Why do we need more green spaces?
More and more of us are moving into urban areas, and 60% of the world’s population is expected to live in cities by 2050. The UK is seeing a similar trend and London’s population is expected to increase from 8.7 million to 11 million by 2050.
This puts a lot of pressure on green areas in cities, which improve physical and mental health, provides food and habitat for pollinators, and helps mitigate the effects of climate change.
#GiveItAGrow aims to make London greener and wilder by making it easy for Londoners to create a green space at home.
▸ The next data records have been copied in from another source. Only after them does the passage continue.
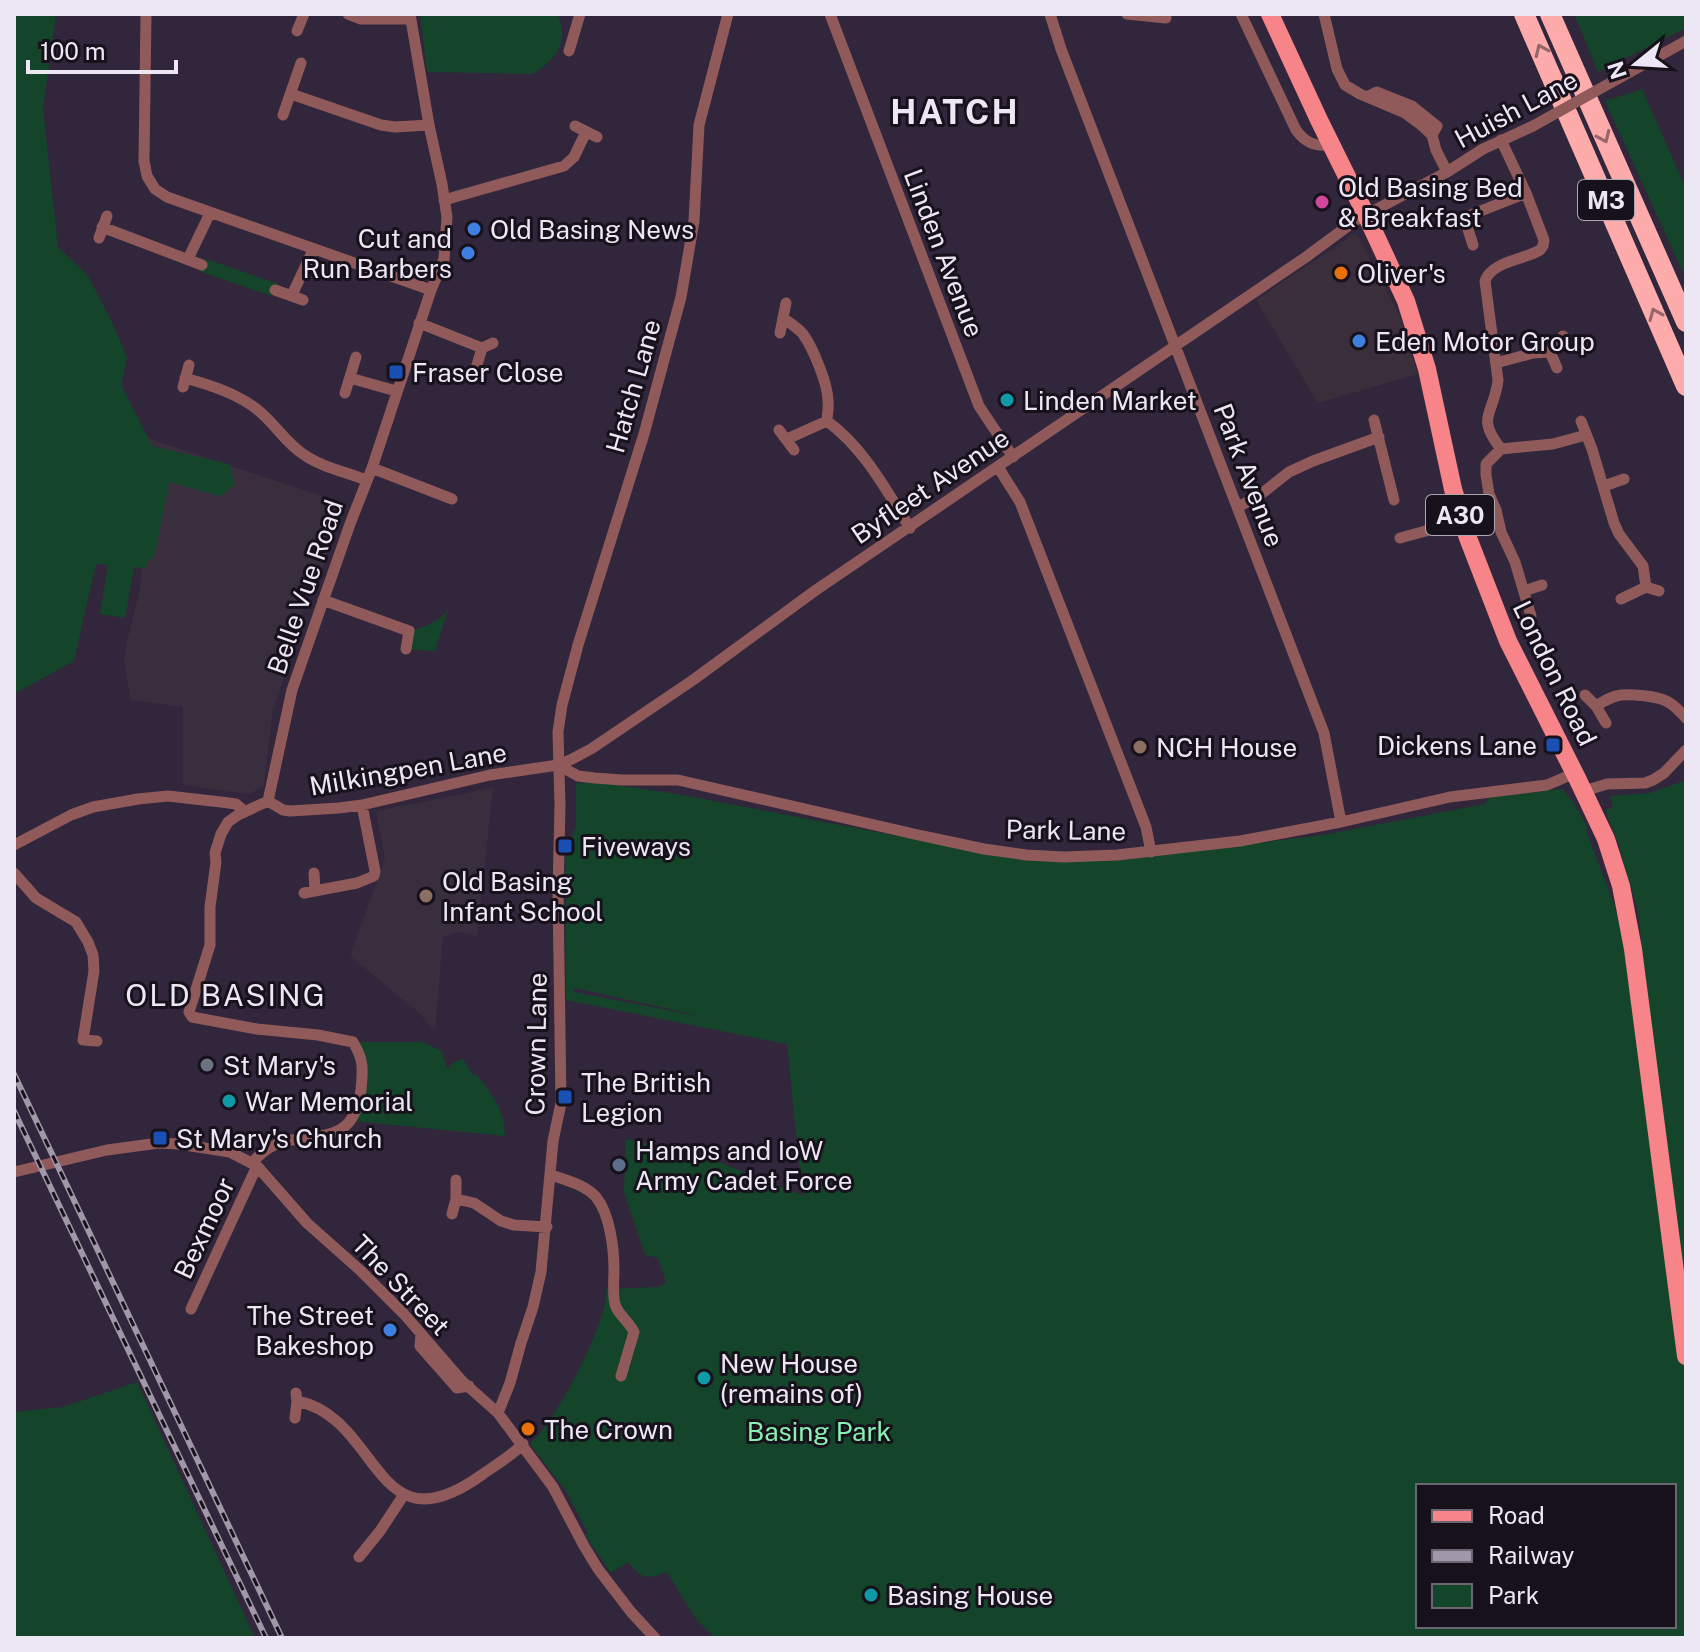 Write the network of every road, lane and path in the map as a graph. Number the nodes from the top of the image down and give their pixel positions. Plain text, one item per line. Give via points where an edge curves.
1 (146, 14) edge
2 (304, 14) edge
3 (348, 14) edge
4 (728, 14) edge
5 (830, 14) edge
6 (1050, 14) edge
7 (1127, 14) edge
8 (1241, 14) edge
9 (1270, 14) edge
10 (1324, 14) edge
11 (1524, 14) edge
12 (1550, 14) edge
13 (411, 16) edge
14 (1165, 19) edge
15 (575, 22) edge
16 (297, 31) dead end
17 (1686, 41) edge
18 (569, 51) dead end
19 (301, 63) dead end
20 (291, 94) junction
21 (283, 115) dead end
22 (429, 125) junction
23 (586, 132) dead end
24 (1501, 140) junction
25 (1330, 144) junction
26 (1447, 172) junction
27 (1526, 193) junction
28 (444, 200) junction
29 (210, 213) junction
30 (1366, 215) junction
31 (1464, 217) junction
32 (1450, 223) dead end
33 (103, 227) dead end
34 (1473, 245) dead end
35 (313, 250) junction
36 (188, 259) junction
37 (202, 265) dead end
38 (275, 290) dead end
39 (431, 290) junction
40 (786, 303) dead end
41 (783, 318) junction
42 (1686, 322) edge
43 (419, 323) junction
44 (780, 333) dead end
45 (1563, 336) dead end
46 (1176, 345) junction
47 (1550, 352) junction
48 (356, 357) dead end
49 (1496, 363) junction
50 (189, 365) dead end
51 (1557, 368) dead end
52 (474, 375) dead end
53 (350, 378) junction
54 (1686, 386) edge
55 (396, 391) junction
56 (345, 393) dead end
57 (1374, 420) dead end
58 (827, 421) junction
59 (1581, 421) dead end
60 (1586, 435) junction
61 (1379, 437) junction
62 (787, 440) dead end
63 (1501, 449) junction
64 (1013, 457) junction
65 (998, 467) junction
66 (369, 474) junction
67 (1624, 479) dead end
68 (1390, 482) junction
69 (1376, 486) dead end
70 (1604, 486) junction
71 (452, 499) dead end
72 (1394, 500) dead end
73 (1238, 507) junction
74 (1462, 521) junction
75 (910, 528) junction
76 (1401, 539) dead end
77 (1542, 585) dead end
78 (1646, 587) junction
79 (1524, 591) junction
80 (1659, 591) dead end
81 (1621, 599) dead end
82 (323, 600) junction
83 (1531, 616) dead end
84 (406, 649) dead end
85 (1585, 695) dead end
86 (1596, 706) junction
87 (1686, 718) edge
88 (1606, 723) dead end
89 (1686, 750) edge
90 (558, 765) junction
91 (1575, 773) junction
92 (1584, 791) junction
93 (268, 801) junction
94 (362, 805) junction
95 (244, 811) junction
96 (1341, 822) junction
97 (14, 845) edge
98 (1151, 852) junction
99 (14, 873) edge
100 (314, 873) dead end
101 (97, 1041) dead end
102 (255, 1164) junction
103 (14, 1172) edge
104 (551, 1175) junction
105 (456, 1180) dead end
106 (456, 1199) junction
107 (452, 1214) dead end
108 (547, 1227) junction
109 (191, 1309) dead end
110 (1686, 1356) edge
111 (621, 1376) dead end
112 (498, 1413) junction
113 (295, 1418) dead end
114 (523, 1444) junction
115 (403, 1496) junction
116 (359, 1557) dead end
117 (655, 1638) edge

1 - 29 street via 147,176 167,197
2 - 16 street
3 - 13 street via 361,19
4 - 90 street, Hatch Lane via 699,125 694,221 681,297 568,679
5 - 64 street, Linden Avenue via 979,406
6 - 46 street, Park Avenue
7 - 14 street
8 - 25 street via 1296,130 1315,145
9 - 25 main road, London Road / A30
10 - 26 street via 1345,85 1420,124 1432,135
54 -> 11 highway, M3
12 -> 42 highway, M3
13 - 22 street, Belle Vue Road
15 - 18 street
17 - 24 street, Huish Lane, bridge
19 - 20 street
20 - 21 street
20 - 22 street via 381,125
22 - 28 street, Belle Vue Road
23 - 28 street via 564,166
24 - 26 street, Huish Lane
24 - 27 street
25 - 30 main road, London Road / A30
26 - 30 street, Huish Lane
27 - 31 street
27 - 49 street via 1543,246 1487,274
28 - 39 street, Belle Vue Road via 444,259
29 - 35 street
29 - 36 street
30 - 46 street, Byfleet Avenue
30 - 74 main road, London Road / A30 via 1412,318
31 - 32 street
31 - 34 street
33 - 36 street
35 - 38 street via 298,298
35 - 39 street
36 - 37 street
39 - 43 street, Belle Vue Road
40 - 41 street
41 - 44 street
41 - 58 street via 804,335 826,384
43 - 52 street via 488,345
43 - 55 street, Belle Vue Road
45 - 47 street
46 - 64 street, Byfleet Avenue
46 - 73 street, Park Avenue
47 - 49 street
47 - 51 street
48 - 53 street
49 - 63 street via 1497,394 1486,422
50 - 66 street via 184,382 208,384 248,402 306,456
53 - 55 street
53 - 56 street
55 - 66 street, Belle Vue Road
57 - 61 street
58 - 62 street
58 - 75 street via 863,457
59 - 60 street
60 - 63 street
60 - 70 street
61 - 68 street
61 - 73 street via 1289,472
63 - 79 street via 1486,464 1487,485
64 - 65 street, Byfleet Avenue
65 - 75 street, Byfleet Avenue
65 - 98 street via 1020,502 1146,827
66 - 71 street
66 - 82 street, Belle Vue Road
67 - 70 street
68 - 69 street
68 - 72 street
70 - 78 street via 1619,534 1643,566
73 - 96 street, Park Avenue via 1324,733
74 - 76 street
74 - 91 main road, London Road / A30 via 1498,620
75 - 90 street, Byfleet Avenue via 591,749
77 - 79 street
78 - 80 street
78 - 81 street
79 - 83 street
82 - 84 street via 409,631
82 - 93 street, Belle Vue Road via 292,690
85 - 86 street
86 - 87 street via 1622,695 1655,698 1672,704
86 - 88 street
89 - 92 street via 1653,780
90 - 94 street, Milkingpen Lane
90 - 98 street, Park Lane via 586,777 678,780 1027,855
90 - 104 street, Crown Lane via 562,1092
91 - 92 main road, London Road / A30
91 - 96 street, Park Lane via 1547,785 1450,797
92 - 110 main road, London Road / A30 via 1611,852 1630,926
93 - 94 street, Milkingpen Lane via 290,811
93 - 95 street
94 - 100 street via 374,876 310,892
95 - 97 street via 221,802 168,796 138,799 71,815
95 - 102 street via 228,822 216,846 210,945 189,1012 192,1017 257,1029 353,1042 362,1056 363,1074 352,1122 332,1134 279,1142
96 - 98 street, Park Lane
99 - 101 street via 36,898 76,922 88,942 94,971 83,1040
102 - 103 street, The Street via 230,1152 159,1143
102 - 109 street, Bexmoor
102 - 112 street, The Street
104 - 108 street, Crown Lane
104 - 111 street via 586,1190 602,1209 614,1255 615,1307 634,1332
105 - 106 street
106 - 107 street
106 - 108 street via 514,1225
108 - 112 street, Crown Lane via 533,1307
112 - 114 street, The Street
113 - 115 street via 297,1397 326,1411
114 - 115 street via 449,1495
114 - 117 street, The Street via 598,1569
115 - 116 street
Benefits of creating green spaces
Giving pollinators a helping hand
Pollinators are animals that help plants make fruit or seeds by moving pollen from one flower to another, fertilising the plant. Without pollinators plants can’t reproduce. This makes pollinators like bees and butterflies mini heroes in disguise. But, like most heroes, they also need a helping hand sometimes.
Loss of habitat, changing climates, and the rise of pesticides, are putting our pollinators at risk with 1 in 10 of Europe’s wild bee species facing extinction. This has huge consequences for biodiversity, wildlife and our own food security as 3/4 of crops rely on pollinators to grow.
You can make a difference by growing flowering plants in urban areas supports pollinators – we’ve asked wildlife expert Kate Bradbury to share her top tips for growing for wildlife.
Reducing food miles and packaging
Creating space for growing food in urban areas helps reduce food miles, single-use plastic packaging and food waste in transport.
Growing your own food helps you to eat more seasonally, and is a great activity to do with kids that sparks an interest in the natural world.
Many edible herbs, flowers and plants are also favourites among birds, caterpillars and pollinators, adding an extra bonus to the plate.
Quick-growing edibles such as herbs and lettuce is a good place to start for first-time growers.
That’s why we’ve asked urban gardener Jack Wallington to share his top tips for growing easy edibles.
Boosting health and wellbeing
Green urban areas provide safe routes for walking and cycling, and spaces for people to be active and spend time together in nature. This has a proven impact on mental and physical wellbeing.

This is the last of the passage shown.